I like the overall flavor of this game and am looking forward to your revisions. Personally, I don't care for the Coordinator. Pehaps the last pawn should instead promote to a piece its owner has lost (any time after the capture of the next-to-last pawn, counts as a move)--maybe you could extend this to the last two pawns, at the players option--this strengthens the pawn by making capturing them self-defeating beyond a certain point.
I am impressed with the overall level of submissions in this contest. Designing a good small variant is <i>much</i> harder than designing a good large variant, and designing a good large variant isn't exactly easy.
(I inavertently posted my comment to the wrong thread.)

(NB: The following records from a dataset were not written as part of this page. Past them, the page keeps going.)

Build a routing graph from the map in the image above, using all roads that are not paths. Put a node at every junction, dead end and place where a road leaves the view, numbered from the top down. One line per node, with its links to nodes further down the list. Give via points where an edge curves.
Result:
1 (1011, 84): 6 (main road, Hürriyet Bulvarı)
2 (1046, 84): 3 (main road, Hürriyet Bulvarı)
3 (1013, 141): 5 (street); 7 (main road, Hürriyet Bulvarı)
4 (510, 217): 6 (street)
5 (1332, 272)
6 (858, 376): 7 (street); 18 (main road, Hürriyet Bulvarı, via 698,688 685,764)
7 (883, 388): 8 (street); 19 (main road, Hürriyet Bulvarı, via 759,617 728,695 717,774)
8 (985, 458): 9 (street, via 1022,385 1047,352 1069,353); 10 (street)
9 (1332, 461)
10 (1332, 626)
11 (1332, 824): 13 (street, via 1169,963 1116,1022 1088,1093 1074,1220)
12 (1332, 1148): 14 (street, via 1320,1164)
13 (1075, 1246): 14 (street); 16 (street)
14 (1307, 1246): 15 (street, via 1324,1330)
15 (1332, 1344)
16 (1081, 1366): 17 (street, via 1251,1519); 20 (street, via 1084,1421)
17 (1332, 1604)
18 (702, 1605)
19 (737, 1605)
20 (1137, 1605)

Antoine, Your'e welcome. I find your proposed flipping rule quite interesting, though the one you had is also playable. I don't know if the modified cube rule is really needed in the opening and middlegame. In general, hogging the pocket by putting a piece there and leaving it for 20 turns is self-defeating, anyway. But there is one type of endgame I would urge you to consider: You have King and two Windmills vs. my King, two Bishops, and Knight. At the moment, your Windmills are not adjacent to anything. If the pocket is empty and there is no cube rule or you have the cube, you can use the pocket to move your Windmills. If there is a cube rule and I have the cube, your Windmills are immobile if I can keep your King away from them. If there is no cube rule and it's my move I can immobilize your Windmills by putting the Knight in the pocket and leaving it there. Do you want this type of endgame? I have a set of rules about the pocket you might want to consider: 1. If the pocket is empty either player may move a piece into it except as provided by rule 5. 2. When a piece has been in the pocket for three turns, its owner must move the piece out of the pocket on the next turn. 3. If the player is in check when rule 2 applies and he can relieve the check by moving the piece out of the pocket, he must do so. 4. If the player is in check when rule 2 applies and he can't relieve the check by moving the piece out of the pocket, the player makes any move that relieves the check and must move the piece out of the pocket on his next turn. 5. When a player moves a piece out of the pocket, he may not move this or another piece into the pocket until the pocket has been empty for three turns or the opponent has moved a piece into and out of the pocket. Three turns is a guess, you will want to experiment.